Not everyone shared this enthusiasm. In Baghdad, central government officials reacted with rage to the news that DNO was drilling. These officials considered the Kurds' sale of Iraqi oil rights to be illegal and warned that it threatened to polarize further a country already fracturing along ethnic and religious lines. When Karsten Tveit, the Middle East correspondent for the Norwegian national t.elevision network, sought out Galbraith, the former ambassador shrugged off Baghdad's objections. The Kurds were "on safe ground," he insisted. "The Iraqi Constitution is completely clear about it." The fact that the constitution wouldn't be ratified for another six months didn't concern him: Galbraith, who'd had a hand in writing the document, seemed confident of what the final draft would say about Kurdistan's oil reserves. Iraq's government was responsible for petroleum in existing fields, he explained to Tveit, but the constitution "was silent" about new fields, including Tawke: "Everything [in Kurdistan] not listed as the exclusive power of the federal government belongs to [the Kurds], and [Tawke] falls into that category."

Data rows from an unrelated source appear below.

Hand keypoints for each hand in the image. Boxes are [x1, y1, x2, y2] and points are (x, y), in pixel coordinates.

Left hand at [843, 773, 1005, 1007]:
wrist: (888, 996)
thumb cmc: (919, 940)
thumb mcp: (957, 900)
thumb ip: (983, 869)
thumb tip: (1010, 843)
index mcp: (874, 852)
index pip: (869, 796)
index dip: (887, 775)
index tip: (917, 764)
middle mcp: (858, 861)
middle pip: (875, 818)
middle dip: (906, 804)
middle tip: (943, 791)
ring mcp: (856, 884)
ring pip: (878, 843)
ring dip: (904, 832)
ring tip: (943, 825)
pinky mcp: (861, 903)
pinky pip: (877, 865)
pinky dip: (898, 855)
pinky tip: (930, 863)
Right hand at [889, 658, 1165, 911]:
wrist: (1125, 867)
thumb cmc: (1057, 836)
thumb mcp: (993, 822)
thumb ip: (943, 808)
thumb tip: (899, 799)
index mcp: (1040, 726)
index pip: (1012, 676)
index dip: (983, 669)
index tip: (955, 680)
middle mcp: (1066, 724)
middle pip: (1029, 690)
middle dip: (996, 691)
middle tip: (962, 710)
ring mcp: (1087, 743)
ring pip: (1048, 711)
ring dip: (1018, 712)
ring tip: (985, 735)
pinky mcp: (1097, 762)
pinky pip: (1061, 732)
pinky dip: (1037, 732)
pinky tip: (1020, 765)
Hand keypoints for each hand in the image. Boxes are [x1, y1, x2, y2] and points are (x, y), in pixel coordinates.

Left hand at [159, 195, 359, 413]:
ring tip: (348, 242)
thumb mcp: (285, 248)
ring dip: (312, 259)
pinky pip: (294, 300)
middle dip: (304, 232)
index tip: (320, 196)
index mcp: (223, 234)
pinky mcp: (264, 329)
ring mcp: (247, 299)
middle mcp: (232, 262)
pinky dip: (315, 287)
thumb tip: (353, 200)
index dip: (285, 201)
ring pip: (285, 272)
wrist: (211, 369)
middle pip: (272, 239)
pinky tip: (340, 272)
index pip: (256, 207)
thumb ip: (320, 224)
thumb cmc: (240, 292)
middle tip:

Years would pass before Tveit discovered that Galbraith was hardly a disinterested observer that day. In late 2009, Dagens Naeringsliv, a respected Norwegian paper, uncovered documents showing that nearly a year before the Tawke (pronounced taw-kay) ribbon cutting, DNO E.xecutives had quietly given Galbraith, along with Norwegian businessman Rosjo, a combined cut of 10% of the field's future revenue. The stake was Galbraith's compensation for having helped the company secure its exploration-and-production contract, a contract far more favorable to the Norwegians than the type favored by the central government in Baghdad -- and one made possible only if Kurdistan enjoyed the very autonomy Galbraith had been advocating.
Galbraith's deal with the Norwegians has since dissolved in acrimony after Kurdistan passed a new 2007 oil law disallowing certain third-party investors. DNO dropped both Galbraith and the Yemeni businessman who took over Rosjo's share, saying the agreement was contingent on approval from the KRG; the men have taken DNO to court for breach of contract and, even now, stand to do quite well: They could walk away with as much as $144 million in damages. (DNO has offered $12 million to settle.) Today, Tveit still feels misled by Galbraith. "He called himself a consultant," Tveit tells me. "He never said that he had a personal economic interest. It was clear he was hiding it."